### TASK DETAILS
How many of the lines below have the word "change" in them? The answer is that number and nothing more.
START MATERIAL PROVIDED
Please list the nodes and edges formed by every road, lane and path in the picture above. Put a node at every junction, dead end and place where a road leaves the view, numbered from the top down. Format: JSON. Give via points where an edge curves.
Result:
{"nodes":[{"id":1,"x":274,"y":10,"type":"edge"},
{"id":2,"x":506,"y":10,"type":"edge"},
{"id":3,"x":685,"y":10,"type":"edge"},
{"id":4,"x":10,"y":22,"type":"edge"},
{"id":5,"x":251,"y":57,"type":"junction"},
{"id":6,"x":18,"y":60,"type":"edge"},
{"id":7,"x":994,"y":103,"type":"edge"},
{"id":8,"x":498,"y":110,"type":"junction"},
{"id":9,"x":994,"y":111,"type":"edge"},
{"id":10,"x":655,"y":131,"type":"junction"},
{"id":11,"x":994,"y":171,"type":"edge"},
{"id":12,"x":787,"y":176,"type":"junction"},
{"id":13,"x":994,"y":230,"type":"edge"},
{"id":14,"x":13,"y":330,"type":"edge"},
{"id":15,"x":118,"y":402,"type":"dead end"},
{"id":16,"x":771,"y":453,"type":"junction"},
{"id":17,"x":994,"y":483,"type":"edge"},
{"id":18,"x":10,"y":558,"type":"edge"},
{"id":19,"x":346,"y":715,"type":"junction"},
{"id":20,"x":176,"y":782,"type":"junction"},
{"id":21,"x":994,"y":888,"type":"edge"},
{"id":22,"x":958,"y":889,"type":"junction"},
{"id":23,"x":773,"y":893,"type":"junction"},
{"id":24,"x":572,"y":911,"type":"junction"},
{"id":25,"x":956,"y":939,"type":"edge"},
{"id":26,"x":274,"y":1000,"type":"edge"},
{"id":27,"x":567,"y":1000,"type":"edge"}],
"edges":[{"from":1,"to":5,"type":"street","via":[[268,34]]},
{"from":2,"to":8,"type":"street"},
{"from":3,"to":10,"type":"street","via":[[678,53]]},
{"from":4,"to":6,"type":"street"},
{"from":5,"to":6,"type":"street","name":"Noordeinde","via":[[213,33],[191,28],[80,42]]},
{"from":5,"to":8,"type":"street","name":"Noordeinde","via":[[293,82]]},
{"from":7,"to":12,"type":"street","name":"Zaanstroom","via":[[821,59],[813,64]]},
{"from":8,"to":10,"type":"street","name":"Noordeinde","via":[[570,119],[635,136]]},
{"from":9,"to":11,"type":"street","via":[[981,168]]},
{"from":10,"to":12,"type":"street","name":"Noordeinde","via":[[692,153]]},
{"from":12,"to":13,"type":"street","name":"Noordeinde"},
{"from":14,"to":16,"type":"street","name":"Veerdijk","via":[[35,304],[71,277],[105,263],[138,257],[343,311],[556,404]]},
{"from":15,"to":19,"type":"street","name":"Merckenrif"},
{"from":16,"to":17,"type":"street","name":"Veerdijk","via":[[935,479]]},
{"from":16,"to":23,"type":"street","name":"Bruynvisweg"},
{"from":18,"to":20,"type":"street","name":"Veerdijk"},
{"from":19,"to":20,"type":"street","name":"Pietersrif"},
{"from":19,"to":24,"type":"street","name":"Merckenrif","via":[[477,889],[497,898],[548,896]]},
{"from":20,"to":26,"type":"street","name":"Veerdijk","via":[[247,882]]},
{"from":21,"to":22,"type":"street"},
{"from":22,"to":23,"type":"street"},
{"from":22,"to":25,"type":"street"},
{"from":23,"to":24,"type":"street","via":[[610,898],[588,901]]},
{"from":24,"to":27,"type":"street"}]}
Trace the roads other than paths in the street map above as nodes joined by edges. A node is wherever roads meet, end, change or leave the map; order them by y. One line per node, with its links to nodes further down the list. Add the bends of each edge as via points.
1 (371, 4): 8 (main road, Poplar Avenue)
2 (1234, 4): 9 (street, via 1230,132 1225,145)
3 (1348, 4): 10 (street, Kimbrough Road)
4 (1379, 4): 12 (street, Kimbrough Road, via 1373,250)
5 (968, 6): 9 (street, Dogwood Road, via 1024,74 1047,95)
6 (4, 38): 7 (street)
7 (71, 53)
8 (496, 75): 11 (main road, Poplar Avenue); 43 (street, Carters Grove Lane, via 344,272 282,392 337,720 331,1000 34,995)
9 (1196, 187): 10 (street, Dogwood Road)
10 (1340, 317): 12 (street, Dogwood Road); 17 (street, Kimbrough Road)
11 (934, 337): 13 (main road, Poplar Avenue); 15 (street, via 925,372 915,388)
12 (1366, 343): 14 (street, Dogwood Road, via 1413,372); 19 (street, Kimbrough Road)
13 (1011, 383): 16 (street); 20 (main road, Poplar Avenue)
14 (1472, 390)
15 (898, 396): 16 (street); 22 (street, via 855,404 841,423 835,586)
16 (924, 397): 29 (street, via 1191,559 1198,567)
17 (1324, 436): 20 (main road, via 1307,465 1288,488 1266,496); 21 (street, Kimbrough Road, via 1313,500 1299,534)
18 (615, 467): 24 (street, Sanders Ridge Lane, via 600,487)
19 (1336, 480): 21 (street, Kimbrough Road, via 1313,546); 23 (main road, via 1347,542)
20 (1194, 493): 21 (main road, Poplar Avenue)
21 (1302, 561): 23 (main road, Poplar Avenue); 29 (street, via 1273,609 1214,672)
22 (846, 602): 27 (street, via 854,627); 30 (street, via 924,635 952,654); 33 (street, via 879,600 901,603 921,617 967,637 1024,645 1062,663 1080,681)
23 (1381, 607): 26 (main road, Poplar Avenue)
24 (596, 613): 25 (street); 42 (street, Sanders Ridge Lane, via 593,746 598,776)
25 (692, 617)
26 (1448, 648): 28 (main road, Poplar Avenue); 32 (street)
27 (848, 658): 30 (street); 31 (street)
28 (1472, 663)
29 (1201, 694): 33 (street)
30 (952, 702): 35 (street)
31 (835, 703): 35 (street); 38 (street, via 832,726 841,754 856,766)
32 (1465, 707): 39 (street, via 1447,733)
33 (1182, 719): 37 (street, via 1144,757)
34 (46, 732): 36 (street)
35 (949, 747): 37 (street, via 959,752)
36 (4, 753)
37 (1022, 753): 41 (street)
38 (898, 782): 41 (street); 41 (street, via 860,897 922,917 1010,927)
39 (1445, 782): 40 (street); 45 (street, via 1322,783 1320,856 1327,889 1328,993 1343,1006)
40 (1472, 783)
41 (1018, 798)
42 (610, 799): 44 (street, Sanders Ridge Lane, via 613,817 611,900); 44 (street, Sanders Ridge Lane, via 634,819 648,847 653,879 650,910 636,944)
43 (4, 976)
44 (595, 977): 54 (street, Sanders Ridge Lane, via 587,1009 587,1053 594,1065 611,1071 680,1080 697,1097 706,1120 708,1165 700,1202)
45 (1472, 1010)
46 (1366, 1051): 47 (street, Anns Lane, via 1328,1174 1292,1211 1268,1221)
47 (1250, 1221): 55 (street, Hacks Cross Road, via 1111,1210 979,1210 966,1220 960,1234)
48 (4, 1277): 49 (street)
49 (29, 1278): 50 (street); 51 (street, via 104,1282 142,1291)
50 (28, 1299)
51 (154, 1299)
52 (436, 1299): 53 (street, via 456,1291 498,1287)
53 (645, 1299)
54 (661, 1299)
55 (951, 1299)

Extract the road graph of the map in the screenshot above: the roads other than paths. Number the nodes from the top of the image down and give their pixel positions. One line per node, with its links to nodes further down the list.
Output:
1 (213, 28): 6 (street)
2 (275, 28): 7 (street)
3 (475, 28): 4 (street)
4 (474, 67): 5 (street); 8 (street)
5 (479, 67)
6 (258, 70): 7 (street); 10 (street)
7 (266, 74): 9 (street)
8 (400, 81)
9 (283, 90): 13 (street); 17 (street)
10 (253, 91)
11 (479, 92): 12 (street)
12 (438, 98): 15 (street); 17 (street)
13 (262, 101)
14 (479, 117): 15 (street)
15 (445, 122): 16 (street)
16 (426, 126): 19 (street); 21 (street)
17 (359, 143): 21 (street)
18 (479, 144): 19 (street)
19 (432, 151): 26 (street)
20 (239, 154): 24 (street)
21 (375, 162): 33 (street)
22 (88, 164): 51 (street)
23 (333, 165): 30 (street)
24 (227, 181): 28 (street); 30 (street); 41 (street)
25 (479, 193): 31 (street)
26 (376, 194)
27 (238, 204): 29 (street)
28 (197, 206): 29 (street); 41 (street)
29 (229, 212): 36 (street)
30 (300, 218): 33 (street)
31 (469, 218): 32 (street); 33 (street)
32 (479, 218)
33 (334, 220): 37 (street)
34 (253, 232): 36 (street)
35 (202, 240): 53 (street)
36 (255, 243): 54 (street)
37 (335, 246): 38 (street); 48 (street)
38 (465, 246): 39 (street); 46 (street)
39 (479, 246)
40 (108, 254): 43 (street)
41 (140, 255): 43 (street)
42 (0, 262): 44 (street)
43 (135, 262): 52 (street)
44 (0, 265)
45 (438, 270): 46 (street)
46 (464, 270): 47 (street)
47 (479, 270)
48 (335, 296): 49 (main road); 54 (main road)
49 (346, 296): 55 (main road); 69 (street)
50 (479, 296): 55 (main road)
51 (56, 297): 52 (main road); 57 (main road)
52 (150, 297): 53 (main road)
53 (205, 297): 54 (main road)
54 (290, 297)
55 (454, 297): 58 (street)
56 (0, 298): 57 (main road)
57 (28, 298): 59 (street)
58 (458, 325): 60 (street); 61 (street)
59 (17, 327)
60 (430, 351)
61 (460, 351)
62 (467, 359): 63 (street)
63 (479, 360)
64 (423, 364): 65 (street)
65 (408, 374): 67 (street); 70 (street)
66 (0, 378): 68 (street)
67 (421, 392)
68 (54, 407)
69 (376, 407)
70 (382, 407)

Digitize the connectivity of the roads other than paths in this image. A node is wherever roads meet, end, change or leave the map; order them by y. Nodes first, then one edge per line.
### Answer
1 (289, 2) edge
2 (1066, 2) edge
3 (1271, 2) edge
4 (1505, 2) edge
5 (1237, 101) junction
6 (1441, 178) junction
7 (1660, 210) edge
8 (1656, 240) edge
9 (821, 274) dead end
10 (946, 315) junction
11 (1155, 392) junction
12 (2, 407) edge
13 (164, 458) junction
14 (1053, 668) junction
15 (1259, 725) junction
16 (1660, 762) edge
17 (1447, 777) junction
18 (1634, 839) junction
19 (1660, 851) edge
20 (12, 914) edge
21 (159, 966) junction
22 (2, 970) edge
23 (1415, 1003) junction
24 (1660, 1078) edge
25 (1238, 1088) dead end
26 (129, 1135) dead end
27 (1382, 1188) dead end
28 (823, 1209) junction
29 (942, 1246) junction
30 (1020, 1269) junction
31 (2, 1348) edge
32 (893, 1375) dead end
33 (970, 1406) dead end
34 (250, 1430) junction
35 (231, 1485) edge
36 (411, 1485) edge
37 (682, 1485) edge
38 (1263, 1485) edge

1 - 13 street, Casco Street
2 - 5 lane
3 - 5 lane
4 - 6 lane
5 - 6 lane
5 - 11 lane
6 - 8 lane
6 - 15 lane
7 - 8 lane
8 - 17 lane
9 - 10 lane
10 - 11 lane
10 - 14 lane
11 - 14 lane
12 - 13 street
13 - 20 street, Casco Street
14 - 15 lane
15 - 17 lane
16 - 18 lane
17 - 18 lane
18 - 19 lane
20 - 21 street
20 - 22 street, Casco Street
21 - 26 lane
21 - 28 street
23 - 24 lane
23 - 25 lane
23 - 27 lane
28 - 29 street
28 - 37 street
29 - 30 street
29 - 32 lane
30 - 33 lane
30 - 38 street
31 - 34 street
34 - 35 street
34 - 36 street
END MATERIAL PROVIDED
### TASK OUTPUT
2